TOLEDO, Ohio--(BUSINESS WIRE)--NAMSA®, the world’s only Medical Research Organization (MRO) that accelerates medical device development through integrated laboratory testing, clinical research and regulatory consulting services, announced today the launch of its In Vitro Diagnostic (IVD) development business to provide global manufacturers a proven resource for expedited commercialization outcomes delivered via NAMSA’s “Uniquely IVD” regulatory, quality and clinical research services.
“The IVD industry is expanding more quickly than ever, outpacing medical device industry growth in several geographies, and is expected to reach $69B globally by 2024 (GlobalData). Due to the increased demand by patients and healthcare providers for more rapid diagnoses and treatment plans, the need for novel and highly-accessible IVD products will only intensify. Sponsors, who have limited options for IVD-focused Contract Research Organizations (CRO), will now benefit from this new service offering and the knowledge gained through our presence in every major IVD marketplace in the world,” commented Katie Schaaf, General Manager of NAMSA’s IVD business.
The IVD industry has experienced an increase in regulatory scrutiny with the publication of the European Union’s In Vitro Diagnostic Regulation (IVDR), taking effect May 2022, in addition to a growing need for clinical evidence to support international regulatory approvals. NAMSA, frequently collaborating with global regulatory bodies to understand expectations and new regulations, knows how to navigate the international regulatory landscape and is recognized by authorities as delivering trusted, highly-reliable IVD development outputs for regulatory, quality system and clinical research initiatives.
“We are uniquely positioned to empower IVD manufacturers with accelerated, cost-effective development outcomes. Unlike other CROs, our team of IVD experts are solely focused on providing proven solutions for the unique challenges and needs of In Vitro Diagnostic technologies. This not only allows manufacturers to achieve clinical endpoints more quickly, but also helps them make more informed decisions that fast-track global delivery of life-changing IVD technologies,” concluded Ms. Schaaf.
For a complete listing of NAMSA’s IVD solutions and service offerings, please visit: https://www.namsa.com/ivd-cro-overview/.
Meet with NAMSA
Global manufacturers interested in NAMSA’s proven IVD services are invited to meet with our experts at the upcoming American Association for Clinical Chemistry (AACC) Annual Scientific Meeting in Chicago, Ill. from July 31 – August 2. Click here for more information, or to sign up for a complimentary consultation.

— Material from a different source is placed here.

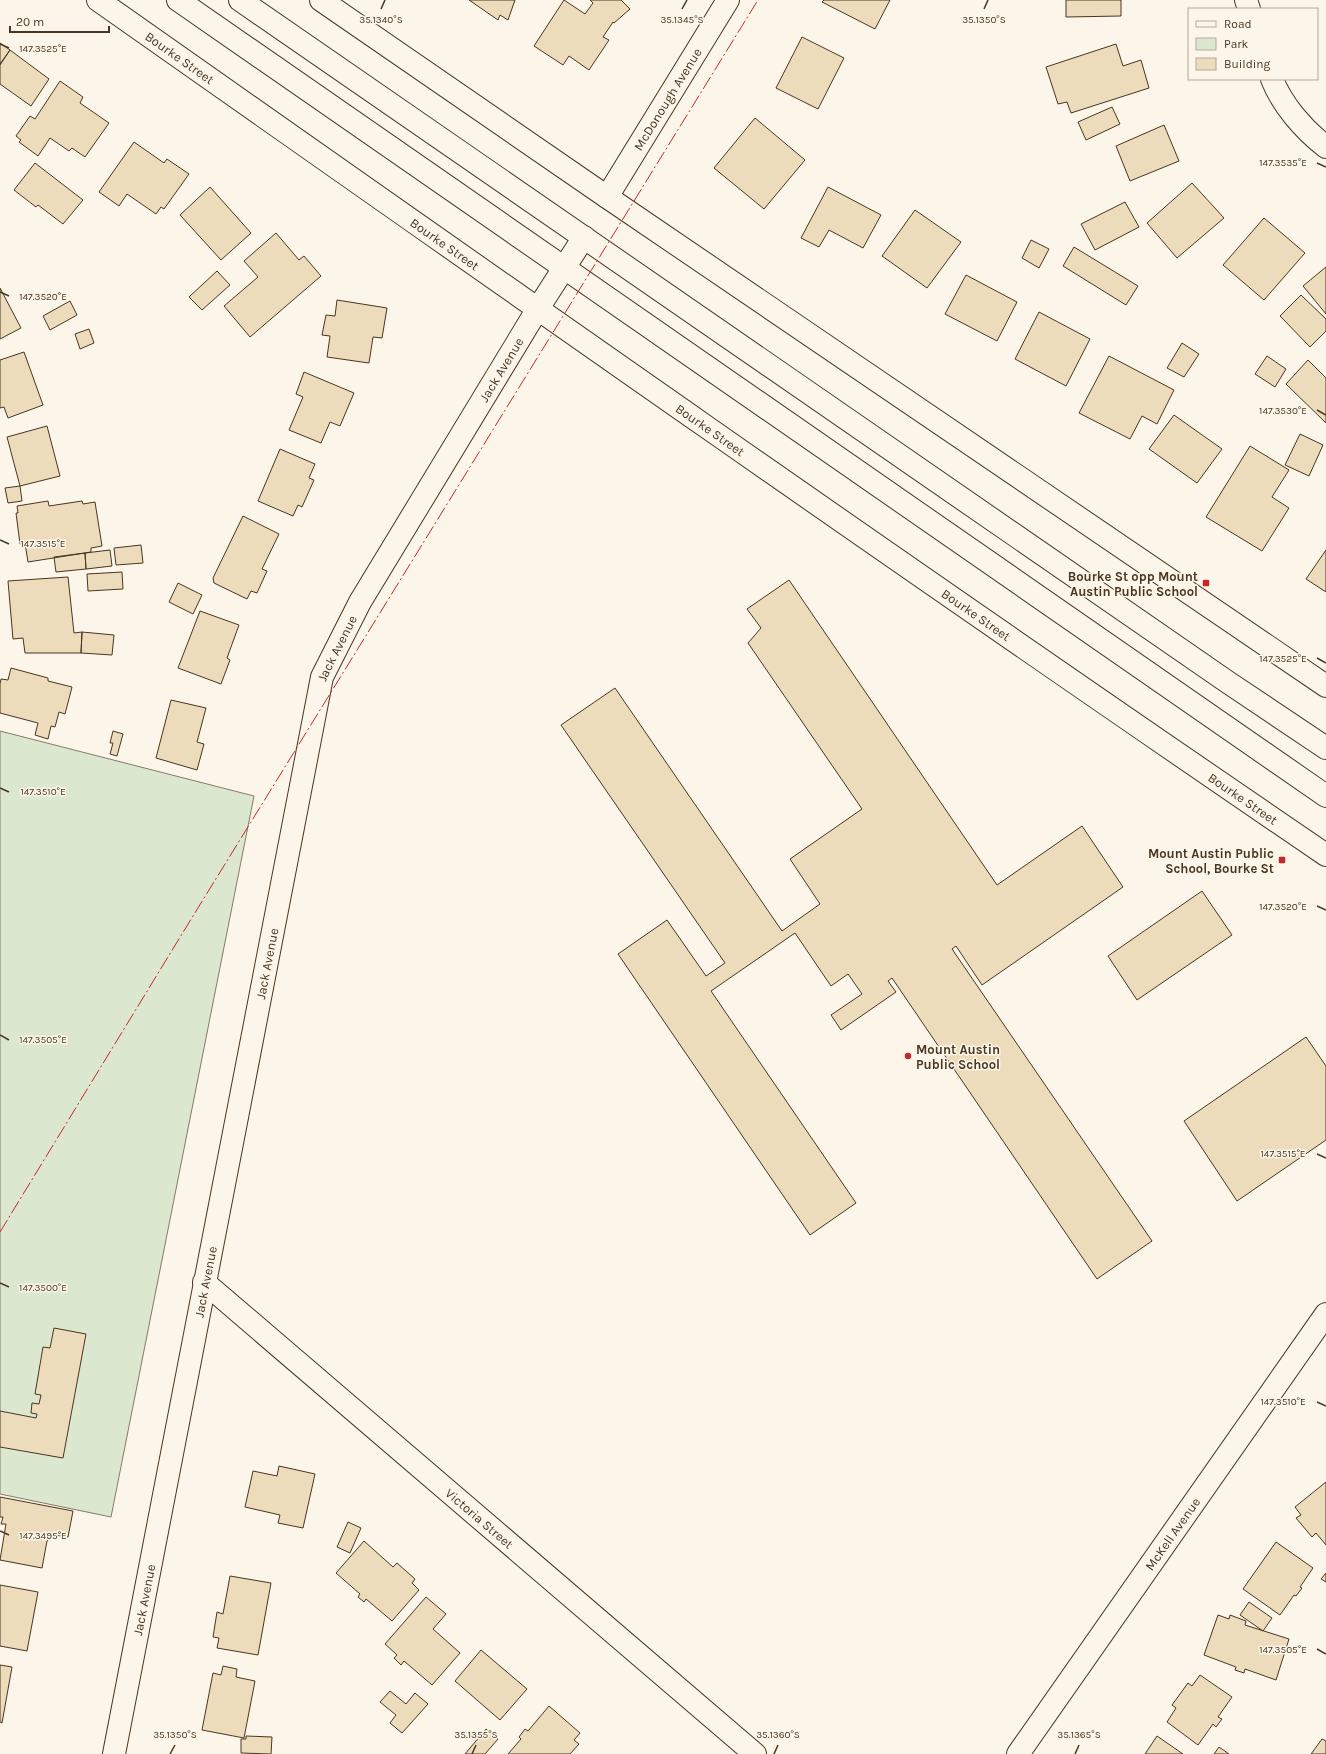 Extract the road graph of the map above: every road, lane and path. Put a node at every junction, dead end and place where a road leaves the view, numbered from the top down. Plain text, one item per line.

Additionally, NAMSA will be in attendance at the following conferences and trade shows. Please check our events webpage for regular updates:
- Next Generation Diagnostics Summit (August 20-24; Washington, D.C.)
- China International Medical Device Regulatory Forum (September 13-16; Fuzhou, China)
- MEDLAB Europe (October 2-4, 2018; Barcelona, Spain)
NAMSA is a Medical Research Organization (MRO), accelerating medical device product development through integrated laboratory, clinical and consulting services. Driven by our regulatory expertise, NAMSA’s MRO® Approach plays an important role in translational research, applying a unique combination of disciplines – consulting, regulatory, preclinical, toxicology, microbiology, chemistry, clinical and quality – to move clients’ products through the development process, and continue to provide support through commercialization to post-market requirements, anywhere in the world.
NAMSA operates 13 offices throughout North America, Europe, the Middle East and Asia, and employs 1,000 highly-experienced laboratory, clinical research and regulatory consulting Associates.